Your instructions:
Extract the first line through the line containing "index dip: (242, 138)" from the listing below, exactly as written.

Material provided:
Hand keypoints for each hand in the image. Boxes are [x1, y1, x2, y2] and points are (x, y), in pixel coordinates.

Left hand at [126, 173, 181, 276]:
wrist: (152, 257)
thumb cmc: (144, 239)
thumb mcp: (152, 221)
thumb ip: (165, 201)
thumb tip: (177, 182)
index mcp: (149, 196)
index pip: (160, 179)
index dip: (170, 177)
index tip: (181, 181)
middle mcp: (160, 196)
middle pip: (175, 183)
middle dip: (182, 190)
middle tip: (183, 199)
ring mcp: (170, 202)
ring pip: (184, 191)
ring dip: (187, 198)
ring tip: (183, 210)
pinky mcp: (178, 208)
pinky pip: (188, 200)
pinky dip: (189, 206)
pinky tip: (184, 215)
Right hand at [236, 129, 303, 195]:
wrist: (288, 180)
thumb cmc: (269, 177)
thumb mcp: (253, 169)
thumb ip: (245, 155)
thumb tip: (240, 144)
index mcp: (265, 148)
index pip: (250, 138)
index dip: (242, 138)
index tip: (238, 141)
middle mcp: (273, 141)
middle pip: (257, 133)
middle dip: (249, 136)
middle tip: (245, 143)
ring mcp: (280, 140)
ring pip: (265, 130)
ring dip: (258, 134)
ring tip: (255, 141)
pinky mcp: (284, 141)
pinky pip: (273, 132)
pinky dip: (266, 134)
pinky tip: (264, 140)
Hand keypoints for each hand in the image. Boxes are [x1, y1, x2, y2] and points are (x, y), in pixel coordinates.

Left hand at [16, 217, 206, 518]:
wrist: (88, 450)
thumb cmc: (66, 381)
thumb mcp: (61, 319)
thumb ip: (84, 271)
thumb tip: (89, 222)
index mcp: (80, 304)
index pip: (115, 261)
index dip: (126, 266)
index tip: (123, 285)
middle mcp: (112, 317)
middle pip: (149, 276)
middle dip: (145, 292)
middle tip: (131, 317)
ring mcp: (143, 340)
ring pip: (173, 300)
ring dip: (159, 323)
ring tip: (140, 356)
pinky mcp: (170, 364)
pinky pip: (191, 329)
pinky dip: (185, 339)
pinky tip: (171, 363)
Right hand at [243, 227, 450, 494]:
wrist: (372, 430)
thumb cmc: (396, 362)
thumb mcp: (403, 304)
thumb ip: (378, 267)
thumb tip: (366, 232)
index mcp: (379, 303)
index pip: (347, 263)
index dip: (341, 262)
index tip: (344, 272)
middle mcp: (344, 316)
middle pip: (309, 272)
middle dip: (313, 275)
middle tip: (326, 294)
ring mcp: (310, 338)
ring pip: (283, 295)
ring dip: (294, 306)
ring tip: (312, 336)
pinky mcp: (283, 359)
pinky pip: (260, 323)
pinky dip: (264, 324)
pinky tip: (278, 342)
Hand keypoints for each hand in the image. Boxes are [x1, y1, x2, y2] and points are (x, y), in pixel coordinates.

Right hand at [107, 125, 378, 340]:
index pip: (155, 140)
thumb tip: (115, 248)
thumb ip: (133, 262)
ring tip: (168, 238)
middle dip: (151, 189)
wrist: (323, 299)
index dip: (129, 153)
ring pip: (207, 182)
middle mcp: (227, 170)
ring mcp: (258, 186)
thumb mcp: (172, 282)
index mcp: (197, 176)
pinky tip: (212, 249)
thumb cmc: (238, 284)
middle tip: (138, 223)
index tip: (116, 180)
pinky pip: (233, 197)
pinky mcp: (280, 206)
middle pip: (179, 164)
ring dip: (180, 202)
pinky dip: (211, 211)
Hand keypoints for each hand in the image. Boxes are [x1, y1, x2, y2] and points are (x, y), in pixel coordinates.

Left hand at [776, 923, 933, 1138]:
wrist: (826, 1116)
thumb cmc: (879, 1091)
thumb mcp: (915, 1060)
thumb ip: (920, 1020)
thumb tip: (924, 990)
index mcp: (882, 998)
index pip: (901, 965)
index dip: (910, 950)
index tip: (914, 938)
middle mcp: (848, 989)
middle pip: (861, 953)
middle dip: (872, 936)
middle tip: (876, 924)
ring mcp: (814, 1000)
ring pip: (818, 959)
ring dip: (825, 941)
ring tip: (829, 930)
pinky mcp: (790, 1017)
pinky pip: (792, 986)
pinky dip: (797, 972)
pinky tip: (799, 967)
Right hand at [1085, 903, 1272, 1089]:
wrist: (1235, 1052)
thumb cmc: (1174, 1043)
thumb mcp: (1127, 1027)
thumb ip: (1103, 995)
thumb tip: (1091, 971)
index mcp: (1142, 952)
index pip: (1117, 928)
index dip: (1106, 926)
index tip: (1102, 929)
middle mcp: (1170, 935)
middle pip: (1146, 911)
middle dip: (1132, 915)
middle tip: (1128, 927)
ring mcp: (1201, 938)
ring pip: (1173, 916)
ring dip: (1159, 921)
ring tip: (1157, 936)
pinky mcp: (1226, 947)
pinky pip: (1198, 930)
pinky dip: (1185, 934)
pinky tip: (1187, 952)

Expected answer:
Hand keypoints for each hand in the image. Boxes are [x1, y1, x2, y2] and points are (x, y), in pixel coordinates.

Left hand at [126, 173, 181, 276]:
wrist: (152, 257)
thumb cmc: (144, 239)
thumb mcp: (152, 221)
thumb ip: (165, 201)
thumb tip: (177, 182)
index mcp: (149, 196)
index pip: (160, 179)
index dip: (170, 177)
index tip: (181, 181)
middle mcp: (160, 196)
middle pip: (175, 183)
middle dip: (182, 190)
middle tip: (183, 199)
ring mcp: (170, 202)
ring pip: (184, 191)
ring dip: (187, 198)
ring tip: (183, 210)
pinky mcp: (178, 208)
pinky pip: (188, 200)
pinky dip: (189, 206)
pinky tip: (184, 215)
Right hand at [236, 129, 303, 195]:
wrist: (288, 180)
thumb cmc: (269, 177)
thumb mcp: (253, 169)
thumb ip: (245, 155)
thumb tip: (240, 144)
index mcp: (265, 148)
index pip: (250, 138)
index dip: (242, 138)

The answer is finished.